#### Task statement
Please find all lines in the data that hold the string "list" and copy them.

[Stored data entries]

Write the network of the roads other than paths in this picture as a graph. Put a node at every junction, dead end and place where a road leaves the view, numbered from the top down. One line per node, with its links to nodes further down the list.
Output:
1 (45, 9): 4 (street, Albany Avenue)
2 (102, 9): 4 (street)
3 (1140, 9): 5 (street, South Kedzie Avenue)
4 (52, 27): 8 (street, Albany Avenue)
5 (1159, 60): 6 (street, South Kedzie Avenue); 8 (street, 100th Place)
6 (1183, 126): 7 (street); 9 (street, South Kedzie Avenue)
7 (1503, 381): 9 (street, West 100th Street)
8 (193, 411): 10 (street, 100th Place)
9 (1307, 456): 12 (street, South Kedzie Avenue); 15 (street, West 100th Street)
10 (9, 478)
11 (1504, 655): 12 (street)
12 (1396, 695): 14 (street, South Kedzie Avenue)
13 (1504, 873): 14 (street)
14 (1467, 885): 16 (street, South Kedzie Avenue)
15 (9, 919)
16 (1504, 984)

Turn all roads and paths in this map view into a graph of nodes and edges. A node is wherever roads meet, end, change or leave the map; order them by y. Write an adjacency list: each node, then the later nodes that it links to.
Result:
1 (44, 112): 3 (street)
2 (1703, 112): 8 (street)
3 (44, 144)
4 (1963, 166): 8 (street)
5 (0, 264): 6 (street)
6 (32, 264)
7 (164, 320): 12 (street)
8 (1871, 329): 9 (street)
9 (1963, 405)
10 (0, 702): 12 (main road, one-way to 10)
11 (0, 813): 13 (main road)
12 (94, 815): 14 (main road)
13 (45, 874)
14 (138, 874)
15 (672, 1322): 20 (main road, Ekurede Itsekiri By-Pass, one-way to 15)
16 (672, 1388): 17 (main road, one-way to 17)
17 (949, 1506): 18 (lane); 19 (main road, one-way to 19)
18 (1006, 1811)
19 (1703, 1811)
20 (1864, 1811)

#### Exercise output
Write the network of the roads other than paths in this picture as a graph. Put a node at every junction, dead end and place where a road leaves the view, numbered from the top down. One line per node, with its links to nodes further down the list.
Turn all roads and paths in this map view into a graph of nodes and edges. A node is wherever roads meet, end, change or leave the map; order them by y. Write an adjacency list: each node, then the later nodes that it links to.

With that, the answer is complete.